Propos recueillis par Mélanie Drouère

Publié le 10 janvier 2023

Sur une crête ténue qu’elle arpente depuis le début de son parcours, la danseuse et chorégraphe Jasmine Morand construit de somptueux équilibres entre une écriture chorégraphique exigeante et la puissance fantasmagorique des corps en mouvement. Lumen, pièce pour treize danseur·euse·s, dresse une nouvelle pierre angulaire dans son travail, en entrelaçant écriture géométrique et impressions organiques à l’aune de jeux de lumière. Dans cet entretien, Jasmine Morand partage les rouages de sa recherche et le processus de création de Lumen.

Jasmine Morand, pourriez-vous revenir sur la genèse de Lumen ?

Lumen a été lauréat en 2018 du concours Label+ romand – arts de la scène qui a pour but de promouvoir la création professionnelle des arts de la scène de Suisse romande en favorisant la production de pièces d’envergure. Obtenir cette aide financière a permis de faire la lumière sur ce projet et de trouver de nouvelles coproductions. J’avais déjà réalisé en 2016 une pièce pour douze danseur·euse·s, Mire, que j’avais envisagée au départ comme un « one shot » car ce type de projet, avec autant d’interprètes et un dispositif scénographique si important, est habituellement très difficile à tourner. Les spectateur·ice·s, sont allongé·e·s sur le sol autour d’une grande boîte et un grand miroir suspendu au-dessus de l’installation permet de voir ce qui se passe à l’intérieur. Contre toute attente, la pièce a bénéficié d’un excellent bouche à oreille qui a permis d’attirer l’attention des programmateur·rice·s et de partir en tournée la saison suivante. Avec Lumen, je souhaitais poursuivre cette recherche qui articule le mouvement à un dispositif scénique et lumineux.

Comment se présente ce nouveau dispositif ?

Le dispositif de Lumen reprend le principe de Mire, toujours réalisé en collaboration avec la scénographe Neda Loncarevic : un grand miroir suspendu au-dessus d’un espace restreint dédié à la danse. Ici, l’espace n’est plus une boîte mais une plateforme légèrement inclinée au-dessus de laquelle un miroir oblique trouble la perspective du public. Le travail de recherche a d’abord été mené par petits groupes, avec quatre ou cinq danseur·euse·s par session, juste pour comprendre et éprouver l’inscription des corps dans cet espace. La plateforme fait cinq mètres sur sept et tout l’enjeu était de trouver comment mettre en mouvement treize danseur·euse·s dans ce petit espace sans que cela ne devienne visuellement chaotique. De plus, le plateau est incliné et bascule durant la pièce, cette contrainte un peu exceptionnelle a permis d’expérimenter avec une nouvelle donnée : la gravité !

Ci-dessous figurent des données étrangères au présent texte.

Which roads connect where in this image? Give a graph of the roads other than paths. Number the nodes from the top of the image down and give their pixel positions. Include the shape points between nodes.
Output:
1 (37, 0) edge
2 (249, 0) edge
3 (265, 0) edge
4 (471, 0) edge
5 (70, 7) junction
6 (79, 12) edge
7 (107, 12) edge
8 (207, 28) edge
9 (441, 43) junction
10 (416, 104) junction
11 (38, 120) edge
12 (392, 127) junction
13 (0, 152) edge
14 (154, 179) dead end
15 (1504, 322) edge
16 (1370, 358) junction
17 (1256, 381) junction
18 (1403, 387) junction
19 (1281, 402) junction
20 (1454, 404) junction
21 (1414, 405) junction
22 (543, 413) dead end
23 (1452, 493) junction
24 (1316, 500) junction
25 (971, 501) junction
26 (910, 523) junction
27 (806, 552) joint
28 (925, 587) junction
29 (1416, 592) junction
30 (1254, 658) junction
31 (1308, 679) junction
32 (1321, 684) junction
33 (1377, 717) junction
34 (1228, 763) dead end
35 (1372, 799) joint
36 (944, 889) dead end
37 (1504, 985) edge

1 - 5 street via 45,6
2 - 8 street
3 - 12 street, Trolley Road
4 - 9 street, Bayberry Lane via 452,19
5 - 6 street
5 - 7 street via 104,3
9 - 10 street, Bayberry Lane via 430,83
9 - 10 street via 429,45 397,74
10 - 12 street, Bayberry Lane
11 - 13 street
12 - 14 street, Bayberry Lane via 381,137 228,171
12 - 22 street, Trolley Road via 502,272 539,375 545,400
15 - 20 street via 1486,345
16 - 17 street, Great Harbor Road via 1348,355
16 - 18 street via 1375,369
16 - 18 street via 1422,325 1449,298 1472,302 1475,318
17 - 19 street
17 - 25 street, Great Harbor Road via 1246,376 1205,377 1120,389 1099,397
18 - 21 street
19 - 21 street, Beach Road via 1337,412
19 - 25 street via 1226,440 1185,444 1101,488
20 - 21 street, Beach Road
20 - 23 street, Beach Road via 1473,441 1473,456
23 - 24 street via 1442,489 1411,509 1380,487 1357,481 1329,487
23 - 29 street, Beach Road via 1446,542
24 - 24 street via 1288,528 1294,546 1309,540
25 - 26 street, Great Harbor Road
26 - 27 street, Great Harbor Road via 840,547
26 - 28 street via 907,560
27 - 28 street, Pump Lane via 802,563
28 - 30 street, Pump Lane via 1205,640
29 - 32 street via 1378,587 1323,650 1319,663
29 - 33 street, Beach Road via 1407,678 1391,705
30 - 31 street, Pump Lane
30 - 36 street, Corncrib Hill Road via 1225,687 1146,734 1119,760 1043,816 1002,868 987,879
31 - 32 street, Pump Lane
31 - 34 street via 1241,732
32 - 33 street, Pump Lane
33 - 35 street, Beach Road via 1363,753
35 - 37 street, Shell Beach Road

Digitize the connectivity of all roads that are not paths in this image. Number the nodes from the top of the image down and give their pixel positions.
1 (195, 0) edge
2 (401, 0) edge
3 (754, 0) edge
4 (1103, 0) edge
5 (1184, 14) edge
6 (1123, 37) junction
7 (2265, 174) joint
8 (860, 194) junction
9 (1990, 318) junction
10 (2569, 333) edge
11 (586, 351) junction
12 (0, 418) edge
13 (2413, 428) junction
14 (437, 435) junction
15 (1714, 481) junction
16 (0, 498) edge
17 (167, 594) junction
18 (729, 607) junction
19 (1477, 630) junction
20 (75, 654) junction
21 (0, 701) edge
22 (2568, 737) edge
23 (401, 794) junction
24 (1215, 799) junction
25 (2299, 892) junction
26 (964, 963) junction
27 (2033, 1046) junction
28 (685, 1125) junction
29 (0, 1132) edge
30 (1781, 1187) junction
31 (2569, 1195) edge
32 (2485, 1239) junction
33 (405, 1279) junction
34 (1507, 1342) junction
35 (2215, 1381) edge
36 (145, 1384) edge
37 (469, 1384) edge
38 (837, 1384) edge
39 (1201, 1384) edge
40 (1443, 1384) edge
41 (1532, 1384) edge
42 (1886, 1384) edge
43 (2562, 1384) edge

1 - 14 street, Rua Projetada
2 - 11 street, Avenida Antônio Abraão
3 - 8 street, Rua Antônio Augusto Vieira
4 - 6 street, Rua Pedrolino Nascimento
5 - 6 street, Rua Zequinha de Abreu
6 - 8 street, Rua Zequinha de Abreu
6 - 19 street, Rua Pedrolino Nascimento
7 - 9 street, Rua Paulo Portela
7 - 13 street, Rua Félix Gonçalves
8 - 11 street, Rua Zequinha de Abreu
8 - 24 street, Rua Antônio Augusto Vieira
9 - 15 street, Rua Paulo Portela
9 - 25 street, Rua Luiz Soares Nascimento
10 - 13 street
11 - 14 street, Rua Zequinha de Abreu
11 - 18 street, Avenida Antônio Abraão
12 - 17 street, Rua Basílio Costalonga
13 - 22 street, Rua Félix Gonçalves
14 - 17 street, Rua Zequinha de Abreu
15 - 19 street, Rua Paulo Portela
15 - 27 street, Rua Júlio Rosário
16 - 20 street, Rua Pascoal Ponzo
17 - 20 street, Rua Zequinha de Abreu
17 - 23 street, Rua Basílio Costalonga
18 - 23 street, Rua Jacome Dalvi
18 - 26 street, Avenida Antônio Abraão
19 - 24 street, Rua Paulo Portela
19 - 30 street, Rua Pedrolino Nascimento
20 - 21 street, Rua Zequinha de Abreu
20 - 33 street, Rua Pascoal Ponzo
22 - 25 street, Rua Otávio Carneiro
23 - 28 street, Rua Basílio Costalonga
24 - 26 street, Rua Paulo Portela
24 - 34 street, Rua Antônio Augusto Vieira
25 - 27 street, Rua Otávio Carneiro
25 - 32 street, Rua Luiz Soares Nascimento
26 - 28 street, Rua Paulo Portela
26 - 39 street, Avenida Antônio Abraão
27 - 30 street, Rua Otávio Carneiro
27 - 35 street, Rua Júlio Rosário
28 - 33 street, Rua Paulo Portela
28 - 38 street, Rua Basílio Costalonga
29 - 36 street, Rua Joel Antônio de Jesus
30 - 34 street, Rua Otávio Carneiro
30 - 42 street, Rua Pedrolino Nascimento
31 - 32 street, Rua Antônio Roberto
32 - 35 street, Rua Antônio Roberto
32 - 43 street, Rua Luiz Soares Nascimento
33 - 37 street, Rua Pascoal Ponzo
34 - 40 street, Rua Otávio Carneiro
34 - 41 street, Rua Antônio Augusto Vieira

De l’obscurité à l’éblouissement, vous avez imaginé Lumen comme une traversée lumineuse...

Depuis toute petite, je suis convaincue que l’obscurité cache la beauté du monde. Avec Lumen, j’ai autant exploré la lumière que l’absence de lumière. Lumen est donc une traversée de l’invisible au visible, ou du peu visible à l’exposition totale. La pièce débute dans la pénombre, les danseurs sont « cachés », puis progressivement, une lente transition s’opère, la plateforme bascule et des formes humaines se déversent à la vue du public, l’augmentation imperceptible de la puissance lumineuse permet de distinguer progressivement des éléments de chair jusqu’à finir par révéler entièrement les corps et les visages. De la matière à l’individu, cette traversée est pour moi comme un voyage au cœur de la naissance du monde.

Lumen plonge les spectateurs dans une expérience à la fois introspective et picturale. Comment s’y articulent corps, lumière, son et espace ?  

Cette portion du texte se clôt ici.